Some people want validation for a dream because they really want to believe the dream is special. Asking questions that make them realize why the dream is special will do that. Also by saying something affirming like, “If it were my dream and I dreamed that, I would feel like things were going well.” Using the words, “If it were my dream…” clearly indicates that this is your personal opinion and may perhaps be totally different from the dreamer’s. This is important for the free exploration of another person’s dream.
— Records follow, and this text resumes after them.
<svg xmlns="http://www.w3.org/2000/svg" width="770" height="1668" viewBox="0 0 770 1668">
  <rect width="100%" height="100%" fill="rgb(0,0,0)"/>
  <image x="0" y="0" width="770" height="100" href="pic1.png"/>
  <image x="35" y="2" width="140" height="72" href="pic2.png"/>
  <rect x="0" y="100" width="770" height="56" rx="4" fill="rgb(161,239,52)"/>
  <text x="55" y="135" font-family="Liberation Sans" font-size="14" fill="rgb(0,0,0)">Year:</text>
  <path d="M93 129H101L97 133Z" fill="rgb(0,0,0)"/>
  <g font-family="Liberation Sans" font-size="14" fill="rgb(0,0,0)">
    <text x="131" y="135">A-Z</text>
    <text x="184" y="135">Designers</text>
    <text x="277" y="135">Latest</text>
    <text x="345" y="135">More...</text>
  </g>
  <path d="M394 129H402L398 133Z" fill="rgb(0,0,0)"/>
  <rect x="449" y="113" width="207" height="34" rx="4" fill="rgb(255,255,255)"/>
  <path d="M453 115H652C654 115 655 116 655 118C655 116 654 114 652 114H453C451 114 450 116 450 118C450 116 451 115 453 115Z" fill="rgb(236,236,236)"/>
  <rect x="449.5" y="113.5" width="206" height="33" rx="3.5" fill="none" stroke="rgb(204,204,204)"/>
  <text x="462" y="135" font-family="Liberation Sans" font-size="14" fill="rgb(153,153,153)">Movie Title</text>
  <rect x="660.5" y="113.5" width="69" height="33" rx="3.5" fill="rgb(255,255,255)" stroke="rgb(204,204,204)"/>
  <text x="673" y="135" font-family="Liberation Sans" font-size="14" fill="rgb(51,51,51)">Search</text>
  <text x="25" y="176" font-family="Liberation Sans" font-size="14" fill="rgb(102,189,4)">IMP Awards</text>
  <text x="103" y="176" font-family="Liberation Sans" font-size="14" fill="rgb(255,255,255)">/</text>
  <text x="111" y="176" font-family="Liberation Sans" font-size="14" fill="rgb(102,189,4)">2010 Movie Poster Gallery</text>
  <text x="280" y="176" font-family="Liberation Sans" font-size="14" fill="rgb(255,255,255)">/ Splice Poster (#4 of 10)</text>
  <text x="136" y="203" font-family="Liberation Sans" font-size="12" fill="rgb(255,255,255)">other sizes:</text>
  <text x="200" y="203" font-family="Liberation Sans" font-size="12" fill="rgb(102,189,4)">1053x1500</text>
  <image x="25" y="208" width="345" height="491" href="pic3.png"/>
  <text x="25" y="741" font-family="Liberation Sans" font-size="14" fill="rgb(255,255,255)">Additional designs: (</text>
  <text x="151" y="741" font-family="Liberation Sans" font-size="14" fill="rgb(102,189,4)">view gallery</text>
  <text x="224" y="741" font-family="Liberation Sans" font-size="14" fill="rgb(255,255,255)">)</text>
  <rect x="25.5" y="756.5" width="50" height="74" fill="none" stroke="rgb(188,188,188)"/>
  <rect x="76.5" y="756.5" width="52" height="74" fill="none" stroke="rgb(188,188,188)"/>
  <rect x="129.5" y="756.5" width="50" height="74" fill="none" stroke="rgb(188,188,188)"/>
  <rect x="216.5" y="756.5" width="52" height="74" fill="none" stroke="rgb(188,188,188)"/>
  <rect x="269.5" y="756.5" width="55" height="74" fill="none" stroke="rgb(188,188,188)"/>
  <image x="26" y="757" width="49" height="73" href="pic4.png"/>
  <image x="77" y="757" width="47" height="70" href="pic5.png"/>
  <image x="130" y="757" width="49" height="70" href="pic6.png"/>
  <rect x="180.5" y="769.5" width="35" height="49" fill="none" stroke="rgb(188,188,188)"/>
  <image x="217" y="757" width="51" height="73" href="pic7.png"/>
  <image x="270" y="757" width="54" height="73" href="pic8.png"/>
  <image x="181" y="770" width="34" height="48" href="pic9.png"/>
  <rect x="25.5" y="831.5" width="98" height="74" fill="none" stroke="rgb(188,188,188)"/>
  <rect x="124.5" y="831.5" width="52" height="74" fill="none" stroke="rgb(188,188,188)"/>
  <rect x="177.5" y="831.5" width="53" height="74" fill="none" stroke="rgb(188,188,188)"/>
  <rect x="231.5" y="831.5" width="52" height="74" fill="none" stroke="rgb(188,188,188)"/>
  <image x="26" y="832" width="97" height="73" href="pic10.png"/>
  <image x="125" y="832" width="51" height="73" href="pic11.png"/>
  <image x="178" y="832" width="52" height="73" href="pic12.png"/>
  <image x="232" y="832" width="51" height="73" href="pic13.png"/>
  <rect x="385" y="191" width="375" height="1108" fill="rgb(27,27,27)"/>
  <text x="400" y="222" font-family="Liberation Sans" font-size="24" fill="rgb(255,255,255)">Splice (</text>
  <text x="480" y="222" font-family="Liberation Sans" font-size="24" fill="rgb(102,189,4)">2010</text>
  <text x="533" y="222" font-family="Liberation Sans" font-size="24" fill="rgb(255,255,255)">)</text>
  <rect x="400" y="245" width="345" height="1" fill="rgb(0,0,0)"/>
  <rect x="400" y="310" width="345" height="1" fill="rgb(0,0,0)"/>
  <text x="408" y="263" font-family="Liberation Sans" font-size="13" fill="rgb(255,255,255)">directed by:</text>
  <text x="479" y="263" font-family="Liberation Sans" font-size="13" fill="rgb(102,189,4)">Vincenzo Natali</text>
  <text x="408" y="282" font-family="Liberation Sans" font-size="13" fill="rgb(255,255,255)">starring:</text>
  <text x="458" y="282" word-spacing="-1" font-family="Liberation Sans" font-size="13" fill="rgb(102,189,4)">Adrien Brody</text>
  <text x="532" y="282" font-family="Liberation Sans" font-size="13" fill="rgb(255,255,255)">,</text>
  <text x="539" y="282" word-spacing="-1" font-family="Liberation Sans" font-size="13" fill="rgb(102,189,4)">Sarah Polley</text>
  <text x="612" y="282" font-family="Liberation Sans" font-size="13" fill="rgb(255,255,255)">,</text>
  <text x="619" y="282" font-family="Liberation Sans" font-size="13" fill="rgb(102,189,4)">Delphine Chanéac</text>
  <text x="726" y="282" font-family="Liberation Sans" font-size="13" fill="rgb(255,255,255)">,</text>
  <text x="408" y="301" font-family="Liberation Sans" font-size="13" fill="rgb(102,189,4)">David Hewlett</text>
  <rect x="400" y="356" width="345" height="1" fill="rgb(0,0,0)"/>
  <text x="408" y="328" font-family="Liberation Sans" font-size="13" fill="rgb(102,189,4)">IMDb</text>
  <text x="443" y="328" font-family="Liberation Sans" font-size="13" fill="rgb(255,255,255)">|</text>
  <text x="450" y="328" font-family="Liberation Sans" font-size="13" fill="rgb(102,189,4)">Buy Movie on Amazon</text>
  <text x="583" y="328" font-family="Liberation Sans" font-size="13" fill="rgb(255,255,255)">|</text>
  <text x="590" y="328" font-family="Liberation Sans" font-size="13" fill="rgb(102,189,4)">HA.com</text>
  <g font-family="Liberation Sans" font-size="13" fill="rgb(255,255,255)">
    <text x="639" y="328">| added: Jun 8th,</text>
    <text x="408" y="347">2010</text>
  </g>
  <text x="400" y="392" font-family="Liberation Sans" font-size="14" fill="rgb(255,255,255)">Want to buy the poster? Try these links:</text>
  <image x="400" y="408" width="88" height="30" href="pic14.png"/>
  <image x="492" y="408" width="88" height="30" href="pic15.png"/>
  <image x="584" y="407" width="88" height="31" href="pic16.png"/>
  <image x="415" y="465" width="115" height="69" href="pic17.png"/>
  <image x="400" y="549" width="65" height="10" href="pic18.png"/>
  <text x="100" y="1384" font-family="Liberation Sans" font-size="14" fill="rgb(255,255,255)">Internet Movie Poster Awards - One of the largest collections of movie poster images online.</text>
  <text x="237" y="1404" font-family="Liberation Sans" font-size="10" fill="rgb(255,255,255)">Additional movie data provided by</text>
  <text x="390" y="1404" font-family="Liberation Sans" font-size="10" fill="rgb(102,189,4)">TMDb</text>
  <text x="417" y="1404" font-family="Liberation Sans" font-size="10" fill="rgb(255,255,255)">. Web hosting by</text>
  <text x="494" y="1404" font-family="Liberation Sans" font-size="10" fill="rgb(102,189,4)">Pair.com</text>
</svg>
Don’t Attempt an Interpretation
Quite often people will ask you to interpret their dreams. Remind them that you can’t. Since the dream is all about the dreamer, it is really not possible to interpret another person’s dream, as much as you want to. As much as you think you know the meaning of the dream, try to refrain from giving a specific interpretation like, “Your dream means you don’t have a chance to get the job.” If your interpretation happens to be right on, it might feel threatening if the person isn’t ready to deal with it. If it is wrong, the person will feel misunderstood. However, it is helpful to suggest common interpretations to a dream image, such as driving a car may represent how the dreamer is getting along in life—and then ask them to consider if this interpretation is a possibility. Or you may suggest that they look at a good dream dictionary which gives various meanings to a symbol, rather than one pat answer. By listening and asking questions, you will go far in helping the dreamer unlock the dream’s secrets. You will know when they blurt out something like “A-hah!” that they have discovered a significant meaning.